■ **THE PROBLEM**: Write out the records again, exactly, leaving none out.

■ **DATA TO PROCESS**:
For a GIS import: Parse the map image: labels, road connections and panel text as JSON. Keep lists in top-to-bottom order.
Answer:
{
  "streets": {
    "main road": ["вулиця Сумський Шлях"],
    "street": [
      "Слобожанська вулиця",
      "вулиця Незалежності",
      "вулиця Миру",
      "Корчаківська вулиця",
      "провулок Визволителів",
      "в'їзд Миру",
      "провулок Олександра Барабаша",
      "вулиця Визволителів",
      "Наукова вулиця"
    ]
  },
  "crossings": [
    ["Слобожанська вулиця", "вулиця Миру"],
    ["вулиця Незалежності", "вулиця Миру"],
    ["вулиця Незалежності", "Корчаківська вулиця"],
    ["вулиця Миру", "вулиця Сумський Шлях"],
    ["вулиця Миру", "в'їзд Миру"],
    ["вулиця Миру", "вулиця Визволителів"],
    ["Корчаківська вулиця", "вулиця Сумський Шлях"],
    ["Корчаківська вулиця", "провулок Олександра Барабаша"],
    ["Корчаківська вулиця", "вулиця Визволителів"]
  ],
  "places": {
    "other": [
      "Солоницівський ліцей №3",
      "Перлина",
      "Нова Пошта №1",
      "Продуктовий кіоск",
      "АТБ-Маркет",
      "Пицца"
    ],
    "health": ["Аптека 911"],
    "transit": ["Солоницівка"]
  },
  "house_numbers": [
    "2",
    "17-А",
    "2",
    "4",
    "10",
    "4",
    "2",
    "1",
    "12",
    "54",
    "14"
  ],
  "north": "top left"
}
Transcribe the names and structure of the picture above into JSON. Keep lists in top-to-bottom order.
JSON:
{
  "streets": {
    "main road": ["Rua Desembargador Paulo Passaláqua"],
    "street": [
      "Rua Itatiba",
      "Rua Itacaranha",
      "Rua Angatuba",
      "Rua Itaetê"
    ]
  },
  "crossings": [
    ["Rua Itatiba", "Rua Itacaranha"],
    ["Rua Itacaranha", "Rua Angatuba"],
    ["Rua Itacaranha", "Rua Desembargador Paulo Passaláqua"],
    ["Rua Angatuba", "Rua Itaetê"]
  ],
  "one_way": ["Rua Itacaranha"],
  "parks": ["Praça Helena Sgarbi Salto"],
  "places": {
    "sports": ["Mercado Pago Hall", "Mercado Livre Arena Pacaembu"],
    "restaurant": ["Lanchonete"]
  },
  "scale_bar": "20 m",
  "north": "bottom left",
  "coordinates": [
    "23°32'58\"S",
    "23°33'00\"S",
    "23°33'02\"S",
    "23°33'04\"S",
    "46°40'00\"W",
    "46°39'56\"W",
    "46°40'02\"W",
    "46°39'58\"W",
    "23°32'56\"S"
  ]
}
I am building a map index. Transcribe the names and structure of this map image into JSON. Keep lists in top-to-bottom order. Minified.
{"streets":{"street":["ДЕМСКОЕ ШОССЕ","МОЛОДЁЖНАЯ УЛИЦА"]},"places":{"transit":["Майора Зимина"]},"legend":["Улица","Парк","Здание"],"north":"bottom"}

■ **RESPONSE AREA**:
For a GIS import: Parse the map image: labels, road connections and panel text as JSON. Keep lists in top-to-bottom order.
Answer:
{
  "streets": {
    "main road": ["вулиця Сумський Шлях"],
    "street": [
      "Слобожанська вулиця",
      "вулиця Незалежності",
      "вулиця Миру",
      "Корчаківська вулиця",
      "провулок Визволителів",
      "в'їзд Миру",
      "провулок Олександра Барабаша",
      "вулиця Визволителів",
      "Наукова вулиця"
    ]
  },
  "crossings": [
    ["Слобожанська вулиця", "вулиця Миру"],
    ["вулиця Незалежності", "вулиця Миру"],
    ["вулиця Незалежності", "Корчаківська вулиця"],
    ["вулиця Миру", "вулиця Сумський Шлях"],
    ["вулиця Миру", "в'їзд Миру"],
    ["вулиця Миру", "вулиця Визволителів"],
    ["Корчаківська вулиця", "вулиця Сумський Шлях"],
    ["Корчаківська вулиця", "провулок Олександра Барабаша"],
    ["Корчаківська вулиця", "вулиця Визволителів"]
  ],
  "places": {
    "other": [
      "Солоницівський ліцей №3",
      "Перлина",
      "Нова Пошта №1",
      "Продуктовий кіоск",
      "АТБ-Маркет",
      "Пицца"
    ],
    "health": ["Аптека 911"],
    "transit": ["Солоницівка"]
  },
  "house_numbers": [
    "2",
    "17-А",
    "2",
    "4",
    "10",
    "4",
    "2",
    "1",
    "12",
    "54",
    "14"
  ],
  "north": "top left"
}
Transcribe the names and structure of the picture above into JSON. Keep lists in top-to-bottom order.
JSON:
{
  "streets": {
    "main road": ["Rua Desembargador Paulo Passaláqua"],
    "street": [
      "Rua Itatiba",
      "Rua Itacaranha",
      "Rua Angatuba",
      "Rua Itaetê"
    ]
  },
  "crossings": [
    ["Rua Itatiba", "Rua Itacaranha"],
    ["Rua Itacaranha", "Rua Angatuba"],
    ["Rua Itacaranha", "Rua Desembargador Paulo Passaláqua"],
    ["Rua Angatuba", "Rua Itaetê"]
  ],
  "one_way": ["Rua Itacaranha"],
  "parks": ["Praça Helena Sgarbi Salto"],
  "places": {
    "sports": ["Mercado Pago Hall", "Mercado Livre Arena Pacaembu"],
    "restaurant": ["Lanchonete"]
  },
  "scale_bar": "20 m",
  "north": "bottom left",
  "coordinates": [
    "23°32'58\"S",
    "23°33'00\"S",
    "23°33'02\"S",
    "23°33'04\"S",
    "46°40'00\"W",
    "46°39'56\"W",
    "46°40'02\"W",
    "46°39'58\"W",
    "23°32'56\"S"
  ]
}
I am building a map index. Transcribe the names and structure of this map image into JSON. Keep lists in top-to-bottom order. Minified.
{"streets":{"street":["ДЕМСКОЕ ШОССЕ","МОЛОДЁЖНАЯ УЛИЦА"]},"places":{"transit":["Майора Зимина"]},"legend":["Улица","Парк","Здание"],"north":"bottom"}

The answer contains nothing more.